Why is it important to invest in a bar for the home? If you love playing host at parties, it would be cheaper in the long run to mix your own drinks rather than have a full bar catered each time. Moreover, you get to create your own environment to keep your guests thoroughly entertained.
Buy or Build Your Home Bar?
There are prefabricated bars that can easily be bought at large home depots, but if you are a hobbyist, you might want to make one on your own. Don’t depend on the carpenter to just build one without any specs. Since you’re the one who frequents bars, you should know what would work best.
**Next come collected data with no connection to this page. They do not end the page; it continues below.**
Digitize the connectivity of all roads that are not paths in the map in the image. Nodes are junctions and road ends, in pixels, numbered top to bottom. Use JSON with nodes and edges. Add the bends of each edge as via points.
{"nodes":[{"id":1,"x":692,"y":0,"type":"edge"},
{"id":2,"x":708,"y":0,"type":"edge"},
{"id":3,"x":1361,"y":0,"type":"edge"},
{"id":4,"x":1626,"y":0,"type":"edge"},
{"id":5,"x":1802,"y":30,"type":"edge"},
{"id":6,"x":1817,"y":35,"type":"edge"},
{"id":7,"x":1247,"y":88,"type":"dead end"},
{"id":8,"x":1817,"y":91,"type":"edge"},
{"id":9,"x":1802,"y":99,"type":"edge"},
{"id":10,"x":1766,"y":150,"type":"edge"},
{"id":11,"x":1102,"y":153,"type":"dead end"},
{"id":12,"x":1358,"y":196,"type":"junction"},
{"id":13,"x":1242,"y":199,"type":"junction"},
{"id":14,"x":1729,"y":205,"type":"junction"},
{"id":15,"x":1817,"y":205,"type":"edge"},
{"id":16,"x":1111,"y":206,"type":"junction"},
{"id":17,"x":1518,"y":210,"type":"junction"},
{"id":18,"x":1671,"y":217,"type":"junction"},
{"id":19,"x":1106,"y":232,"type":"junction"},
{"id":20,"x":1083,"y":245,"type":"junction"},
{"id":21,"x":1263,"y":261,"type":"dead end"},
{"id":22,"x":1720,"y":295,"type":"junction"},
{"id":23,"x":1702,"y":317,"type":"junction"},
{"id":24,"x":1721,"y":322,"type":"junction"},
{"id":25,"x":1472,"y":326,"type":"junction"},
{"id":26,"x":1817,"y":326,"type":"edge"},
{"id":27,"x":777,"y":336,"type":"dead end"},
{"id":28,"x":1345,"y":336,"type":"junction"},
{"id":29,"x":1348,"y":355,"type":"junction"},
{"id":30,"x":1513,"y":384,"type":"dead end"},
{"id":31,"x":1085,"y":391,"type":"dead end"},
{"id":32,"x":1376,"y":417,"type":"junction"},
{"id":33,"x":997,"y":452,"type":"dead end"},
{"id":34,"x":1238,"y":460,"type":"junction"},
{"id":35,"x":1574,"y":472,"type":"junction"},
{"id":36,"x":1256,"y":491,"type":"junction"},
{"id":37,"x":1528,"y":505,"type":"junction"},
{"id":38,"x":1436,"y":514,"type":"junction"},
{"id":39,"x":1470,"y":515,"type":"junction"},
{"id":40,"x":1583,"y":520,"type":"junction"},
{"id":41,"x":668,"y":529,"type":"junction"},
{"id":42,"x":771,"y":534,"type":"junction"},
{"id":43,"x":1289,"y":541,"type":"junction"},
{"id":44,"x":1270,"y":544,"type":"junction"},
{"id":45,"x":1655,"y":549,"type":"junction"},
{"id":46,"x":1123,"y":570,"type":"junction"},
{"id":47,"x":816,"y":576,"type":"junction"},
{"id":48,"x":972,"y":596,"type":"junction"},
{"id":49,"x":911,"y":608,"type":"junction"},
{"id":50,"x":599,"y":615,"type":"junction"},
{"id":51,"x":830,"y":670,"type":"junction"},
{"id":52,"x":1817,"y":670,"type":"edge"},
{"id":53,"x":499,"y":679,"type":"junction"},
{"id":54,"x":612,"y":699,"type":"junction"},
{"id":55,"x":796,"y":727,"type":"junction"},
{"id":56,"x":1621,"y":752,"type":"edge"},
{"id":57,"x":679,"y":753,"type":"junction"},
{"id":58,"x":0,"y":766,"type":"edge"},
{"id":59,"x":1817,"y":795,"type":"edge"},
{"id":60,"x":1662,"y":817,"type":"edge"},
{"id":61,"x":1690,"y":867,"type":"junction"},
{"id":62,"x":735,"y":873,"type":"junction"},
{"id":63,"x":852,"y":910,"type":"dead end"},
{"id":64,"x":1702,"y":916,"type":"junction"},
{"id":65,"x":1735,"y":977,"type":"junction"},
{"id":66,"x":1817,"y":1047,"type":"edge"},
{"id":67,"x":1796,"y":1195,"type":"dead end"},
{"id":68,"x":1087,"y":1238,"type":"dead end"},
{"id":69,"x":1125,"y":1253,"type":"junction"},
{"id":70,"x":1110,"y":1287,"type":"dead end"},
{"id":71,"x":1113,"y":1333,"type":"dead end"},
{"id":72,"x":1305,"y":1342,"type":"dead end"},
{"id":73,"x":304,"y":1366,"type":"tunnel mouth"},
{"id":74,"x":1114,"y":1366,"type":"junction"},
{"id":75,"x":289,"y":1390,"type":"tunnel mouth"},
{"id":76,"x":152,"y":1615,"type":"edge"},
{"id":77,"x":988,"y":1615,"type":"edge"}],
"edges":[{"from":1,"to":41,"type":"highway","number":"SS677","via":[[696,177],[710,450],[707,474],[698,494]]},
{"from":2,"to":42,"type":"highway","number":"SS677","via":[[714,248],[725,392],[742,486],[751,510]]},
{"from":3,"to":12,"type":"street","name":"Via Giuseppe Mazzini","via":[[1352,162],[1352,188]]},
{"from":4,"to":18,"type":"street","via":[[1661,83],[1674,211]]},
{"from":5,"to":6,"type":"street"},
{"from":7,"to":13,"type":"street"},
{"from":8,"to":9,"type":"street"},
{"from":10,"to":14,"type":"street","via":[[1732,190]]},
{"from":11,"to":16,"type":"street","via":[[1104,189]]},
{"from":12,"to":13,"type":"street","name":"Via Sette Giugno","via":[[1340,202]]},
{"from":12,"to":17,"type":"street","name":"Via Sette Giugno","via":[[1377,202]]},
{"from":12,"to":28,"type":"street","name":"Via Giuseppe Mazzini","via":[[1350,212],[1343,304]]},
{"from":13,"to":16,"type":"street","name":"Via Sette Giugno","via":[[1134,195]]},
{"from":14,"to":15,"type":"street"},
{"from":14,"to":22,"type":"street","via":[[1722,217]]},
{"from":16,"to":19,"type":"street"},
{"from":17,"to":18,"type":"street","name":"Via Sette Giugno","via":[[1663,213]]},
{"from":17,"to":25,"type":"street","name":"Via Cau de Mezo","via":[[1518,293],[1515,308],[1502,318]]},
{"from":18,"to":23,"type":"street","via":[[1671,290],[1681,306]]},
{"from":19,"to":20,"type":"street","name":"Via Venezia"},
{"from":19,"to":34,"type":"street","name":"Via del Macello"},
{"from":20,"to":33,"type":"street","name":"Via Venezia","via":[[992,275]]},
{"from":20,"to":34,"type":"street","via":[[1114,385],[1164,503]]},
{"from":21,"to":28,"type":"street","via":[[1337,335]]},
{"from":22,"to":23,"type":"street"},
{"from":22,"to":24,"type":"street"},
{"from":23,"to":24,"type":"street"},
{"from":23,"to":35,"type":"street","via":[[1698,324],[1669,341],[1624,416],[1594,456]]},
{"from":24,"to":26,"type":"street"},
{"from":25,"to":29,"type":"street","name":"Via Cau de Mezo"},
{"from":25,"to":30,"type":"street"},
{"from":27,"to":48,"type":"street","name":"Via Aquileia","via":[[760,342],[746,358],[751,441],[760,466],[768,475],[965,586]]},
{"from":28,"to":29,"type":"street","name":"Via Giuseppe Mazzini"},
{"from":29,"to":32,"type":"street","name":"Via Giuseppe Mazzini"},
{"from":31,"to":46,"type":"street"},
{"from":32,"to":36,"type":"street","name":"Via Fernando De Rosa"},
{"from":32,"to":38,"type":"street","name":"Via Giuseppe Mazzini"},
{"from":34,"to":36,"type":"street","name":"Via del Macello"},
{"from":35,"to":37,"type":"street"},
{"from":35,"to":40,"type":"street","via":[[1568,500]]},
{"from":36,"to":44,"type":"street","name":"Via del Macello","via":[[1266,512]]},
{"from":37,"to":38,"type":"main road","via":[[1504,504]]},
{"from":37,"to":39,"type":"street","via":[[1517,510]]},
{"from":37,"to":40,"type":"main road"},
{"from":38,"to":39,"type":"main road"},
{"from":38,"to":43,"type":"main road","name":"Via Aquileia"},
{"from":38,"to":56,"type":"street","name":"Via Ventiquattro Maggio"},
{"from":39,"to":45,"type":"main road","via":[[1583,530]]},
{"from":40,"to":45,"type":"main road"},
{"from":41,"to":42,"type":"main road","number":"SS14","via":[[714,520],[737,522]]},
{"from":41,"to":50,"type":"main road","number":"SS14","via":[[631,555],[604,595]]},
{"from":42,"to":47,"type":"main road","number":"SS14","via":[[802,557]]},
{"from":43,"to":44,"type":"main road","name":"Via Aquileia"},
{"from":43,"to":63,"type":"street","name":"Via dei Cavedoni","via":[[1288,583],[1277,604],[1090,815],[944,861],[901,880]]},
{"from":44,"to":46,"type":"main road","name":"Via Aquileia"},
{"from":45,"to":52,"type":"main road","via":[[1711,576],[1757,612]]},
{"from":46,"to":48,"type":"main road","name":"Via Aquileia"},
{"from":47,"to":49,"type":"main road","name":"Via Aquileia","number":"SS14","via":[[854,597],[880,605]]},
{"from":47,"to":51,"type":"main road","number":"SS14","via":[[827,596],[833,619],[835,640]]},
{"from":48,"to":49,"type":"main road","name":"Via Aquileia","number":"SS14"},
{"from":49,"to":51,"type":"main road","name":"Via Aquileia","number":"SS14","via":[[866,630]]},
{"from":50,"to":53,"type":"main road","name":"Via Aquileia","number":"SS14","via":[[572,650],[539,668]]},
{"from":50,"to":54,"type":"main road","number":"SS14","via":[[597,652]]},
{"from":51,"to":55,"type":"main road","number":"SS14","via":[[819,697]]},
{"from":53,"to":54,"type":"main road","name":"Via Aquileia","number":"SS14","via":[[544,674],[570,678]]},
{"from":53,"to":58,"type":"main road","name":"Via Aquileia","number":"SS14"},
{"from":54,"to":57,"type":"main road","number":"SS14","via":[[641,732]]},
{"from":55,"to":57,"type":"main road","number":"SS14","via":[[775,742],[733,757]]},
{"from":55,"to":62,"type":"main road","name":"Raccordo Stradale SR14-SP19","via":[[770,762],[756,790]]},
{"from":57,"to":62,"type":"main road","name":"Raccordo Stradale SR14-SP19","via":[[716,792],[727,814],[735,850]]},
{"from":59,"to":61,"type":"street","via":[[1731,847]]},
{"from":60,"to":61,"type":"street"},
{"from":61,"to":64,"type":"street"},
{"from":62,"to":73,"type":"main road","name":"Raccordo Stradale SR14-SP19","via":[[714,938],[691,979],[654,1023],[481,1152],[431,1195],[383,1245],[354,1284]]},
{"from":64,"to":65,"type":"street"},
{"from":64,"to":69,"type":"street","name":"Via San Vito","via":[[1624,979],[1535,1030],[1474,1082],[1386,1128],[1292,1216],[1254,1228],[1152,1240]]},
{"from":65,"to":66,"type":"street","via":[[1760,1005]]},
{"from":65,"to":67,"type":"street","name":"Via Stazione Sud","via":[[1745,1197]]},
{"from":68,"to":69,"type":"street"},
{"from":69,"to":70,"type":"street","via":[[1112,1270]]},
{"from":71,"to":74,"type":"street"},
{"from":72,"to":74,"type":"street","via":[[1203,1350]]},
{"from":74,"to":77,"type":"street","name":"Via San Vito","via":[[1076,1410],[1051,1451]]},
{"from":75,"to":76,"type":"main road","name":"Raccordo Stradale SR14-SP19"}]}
Study the most ideal height, where the electrical sockets and sinks should be situated, and make sure that there’s leg room. You need to build for comfort – both for you, as the bartender, and your guests.
Stock up
Having a bar and a fridge filled to the brim with beer are two different things. The latter is what you had at university. Now that you have matured, so should your style of entertaining.
There are basic drinks and equipment you must invest in to start a decent bar. Make sure you have bottles of the most well-known stand-alone liquors. The essentials are bourbon or whiskey, a single-malt scotch, and vodka.
Then you have the so-called specialty items – Triple Sec, Amaretto, and brandy. Get small bottles for starters as you won’t be using them too often.
As for the gear, there are basic bartending kits available in specialty shops, large department stores, and even online. These may contain any or all of the following: basic cocktail glassware (brandy snifter, wineglasses, rocks or ‘old-fashioned’ glasses, champagne flutes, collins glasses, martini glasses, margarita glasses, highball or ‘straight’ glasses), a waiter’s corkscrew, a bar spoon, a cocktail shaker, a strainer, a double jigger, a muddler, a citrus squeezer, a champagne stopper, a paring knife, a bowl for ice, tongs, toothpicks, and cocktail napkins.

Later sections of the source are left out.